■ **TASK TO CARRY OUT**:
If a line in the listing includes the word "East", copy it out.

------------------------------------------------------------------------

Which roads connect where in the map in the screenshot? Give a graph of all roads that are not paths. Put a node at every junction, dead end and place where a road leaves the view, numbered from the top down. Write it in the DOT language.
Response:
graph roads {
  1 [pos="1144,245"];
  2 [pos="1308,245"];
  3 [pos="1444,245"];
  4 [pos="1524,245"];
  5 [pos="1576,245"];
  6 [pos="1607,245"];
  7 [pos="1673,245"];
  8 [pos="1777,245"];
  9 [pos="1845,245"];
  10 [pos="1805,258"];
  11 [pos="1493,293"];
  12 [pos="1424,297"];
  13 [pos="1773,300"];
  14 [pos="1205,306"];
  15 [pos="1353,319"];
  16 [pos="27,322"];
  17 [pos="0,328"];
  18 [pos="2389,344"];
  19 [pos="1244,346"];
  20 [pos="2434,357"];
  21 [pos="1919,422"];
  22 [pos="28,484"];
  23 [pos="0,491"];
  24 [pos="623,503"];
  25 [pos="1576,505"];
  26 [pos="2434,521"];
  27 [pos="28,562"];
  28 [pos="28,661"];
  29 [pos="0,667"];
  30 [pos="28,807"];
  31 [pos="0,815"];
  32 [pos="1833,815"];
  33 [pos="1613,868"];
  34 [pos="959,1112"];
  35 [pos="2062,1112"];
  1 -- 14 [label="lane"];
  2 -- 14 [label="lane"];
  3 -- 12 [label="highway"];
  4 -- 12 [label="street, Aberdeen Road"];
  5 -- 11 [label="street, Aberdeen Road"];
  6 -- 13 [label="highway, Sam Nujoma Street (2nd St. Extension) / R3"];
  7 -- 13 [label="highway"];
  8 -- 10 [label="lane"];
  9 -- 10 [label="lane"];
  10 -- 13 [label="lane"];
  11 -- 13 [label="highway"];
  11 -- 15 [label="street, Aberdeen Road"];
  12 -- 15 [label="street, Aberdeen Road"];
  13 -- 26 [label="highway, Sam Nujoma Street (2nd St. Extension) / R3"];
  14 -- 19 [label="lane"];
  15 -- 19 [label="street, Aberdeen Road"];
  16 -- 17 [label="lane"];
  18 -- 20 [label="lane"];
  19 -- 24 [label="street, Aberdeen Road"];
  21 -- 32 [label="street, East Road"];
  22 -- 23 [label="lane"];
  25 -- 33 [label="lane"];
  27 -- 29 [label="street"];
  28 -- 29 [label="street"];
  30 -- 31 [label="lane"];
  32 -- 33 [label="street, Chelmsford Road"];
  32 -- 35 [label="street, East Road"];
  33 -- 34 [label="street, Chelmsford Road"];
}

------------------------------------------------------------------------

■ **ANSWER SPACE**:
  21 -- 32 [label="street, East Road"];
  32 -- 35 [label="street, East Road"];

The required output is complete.